David Levithan, The Lover's Dictionary

“Anachronism is not the inconsequential juxtaposition of epochs, but rather their inter-penetration, like the telescoping legs of a tripod, a series of tapering structures. Since it's quite far from one end to the other they can be opened out like an accordion; but they can also be stacked inside one another like Russian dolls, where the walls around time periods are extremely close to one another. The people of other centuries hear our phonographs blaring, and through the walls of time we see them raising their hands towards the deliciously prepared meal.”
Elisabeth Lenk

Haroutioun Bochnakian
“Before eating from the tree of knowledge, Adam and Eve had no notion of Good and evil.

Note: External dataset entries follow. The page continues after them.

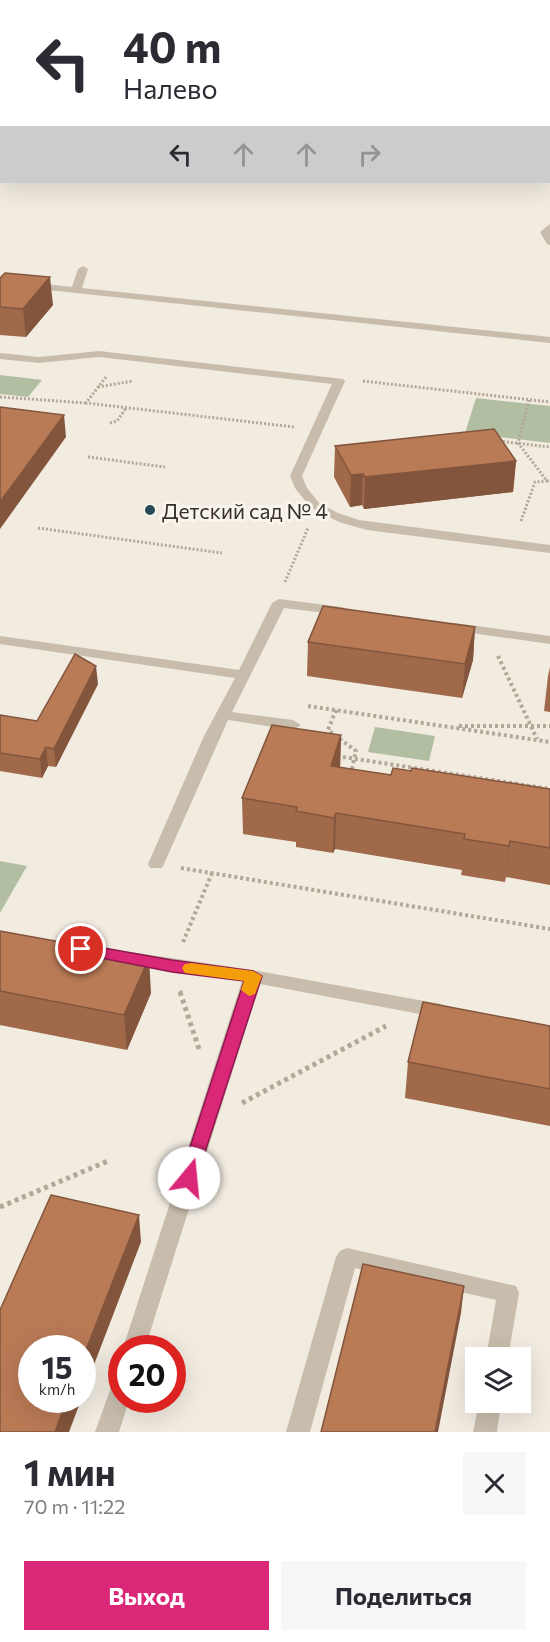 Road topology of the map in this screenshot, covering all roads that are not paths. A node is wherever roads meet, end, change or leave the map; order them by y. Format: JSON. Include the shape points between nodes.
{"nodes":[{"id":1,"x":550,"y":227,"type":"edge"},
{"id":2,"x":550,"y":242,"type":"edge"},
{"id":3,"x":83,"y":269,"type":"dead end"},
{"id":4,"x":0,"y":282,"type":"edge"},
{"id":5,"x":76,"y":290,"type":"junction"},
{"id":6,"x":550,"y":339,"type":"edge"},
{"id":7,"x":0,"y":356,"type":"edge"},
{"id":8,"x":550,"y":549,"type":"edge"},
{"id":9,"x":360,"y":614,"type":"edge"},
{"id":10,"x":441,"y":625,"type":"edge"},
{"id":11,"x":0,"y":640,"type":"edge"},
{"id":12,"x":550,"y":640,"type":"edge"},
{"id":13,"x":244,"y":675,"type":"junction"},
{"id":14,"x":222,"y":715,"type":"junction"},
{"id":15,"x":293,"y":725,"type":"dead end"},
{"id":16,"x":156,"y":864,"type":"road end"},
{"id":17,"x":116,"y":956,"type":"edge"},
{"id":18,"x":253,"y":976,"type":"junction"},
{"id":19,"x":457,"y":1013,"type":"edge"},
{"id":20,"x":138,"y":1335,"type":"edge"},
{"id":21,"x":499,"y":1347,"type":"edge"},
{"id":22,"x":113,"y":1413,"type":"edge"},
{"id":23,"x":488,"y":1413,"type":"edge"},
{"id":24,"x":106,"y":1432,"type":"edge"},
{"id":25,"x":298,"y":1432,"type":"edge"},
{"id":26,"x":485,"y":1432,"type":"edge"}],
"edges":[{"from":1,"to":2,"type":"lane","via":[[545,232]]},
{"from":3,"to":5,"type":"lane"},
{"from":4,"to":5,"type":"lane"},
{"from":5,"to":6,"type":"lane"},
{"from":7,"to":8,"type":"lane","via":[[39,360],[99,354],[339,381],[296,476],[302,494],[317,508],[367,526]]},
{"from":9,"to":13,"type":"lane","via":[[279,603]]},
{"from":10,"to":12,"type":"lane"},
{"from":11,"to":13,"type":"lane"},
{"from":13,"to":14,"type":"lane"},
{"from":14,"to":15,"type":"lane"},
{"from":14,"to":16,"type":"lane"},
{"from":17,"to":18,"type":"lane"},
{"from":18,"to":19,"type":"lane"},
{"from":18,"to":20,"type":"lane"},
{"from":21,"to":25,"type":"lane","via":[[508,1293],[347,1257]]},
{"from":22,"to":24,"type":"lane"},
{"from":23,"to":26,"type":"lane"}]}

They were kicked out of paradise, because the supposed Creator was unable to reason that giving someone free will to choose between two things while having no notion of either, would be the Himalaya of nonsense.”
Haroutioun Bochnakian, The Human Consensus and The Ultimate Project Of Humanity

Philip Zaleski
“We must picture Oxford, during World War I, not as the neomedieval paradise it would like to be, but as the military compound it was obliged to become.”
Philip Zaleski, The Fellowship: The Literary Lives of the Inklings: J.R.R. Tolkien, C.S. Lewis, Owen Barfield, Charles Williams

Norman Lock
“A sour view of things, I grant you; but one borne out by the history of our age and of the age to come, when Trinity--not the Christians' but Oppenheimer's--will turn Alamogordo sand to glass. In the future, dead cities will molder behind rusting thorns no prince can ever penetrate; dirty bombs will engender tribes of lepers--not by germs, but by deadly atoms; and radioactive isotopes will be left to cool for an age or more, sealed in burial chambers with a pharaoh's curse.”
Norman Lock, American Meteor

Jean Baudrillard
“Secondary-school pupils are demanding more school, more funding, more staff, more security. Nineteenth-century demands. School is finished. All we can do is transform it into a gigantic Web cafe. In their own heads, the school students have already moved over into multimedia and the twenty-first century, as is attested by the incongruity of the demonstrations, including the incongruity of the anachronistic violence of the hooligan element.”
Jean Baudrillard, Cool Memories IV, 1995-2000

“Words frozen in religious texts, when not allowed to be interpreted in the current context, lead to irrationality with religious leaders having the exclusive authority of rationalizing it.”
R. N. Prasher

Robin Sloan
“I pull out my laptop, which is probably the most advanced piece of technology that has ever crossed the threshold of Lapin's lair, and set it up on a stack of heavy books, all from the Wayback-list. The shiny MacBook looks like a hapless alien trying to blend in with the quiet stalwarts of human civilization I crack it open - glowing alien guts revealed! - and cue the visualization as Lapin crosses the room with two cups in two saucers.”
Robin Sloan, Mr. Penumbra's 24-Hour Bookstore

“Underlying all these breaches is a single systemic security flaw, exactly 3.375 inches long. Credit card magstripes are a technological anachronism, a throwback to the age of the eight-track tape, and today the United States is virtually alone in nurturing this security hole.”
Keith Poulsen

H.G. Wells
“The Medical Man smoked a cigarette.”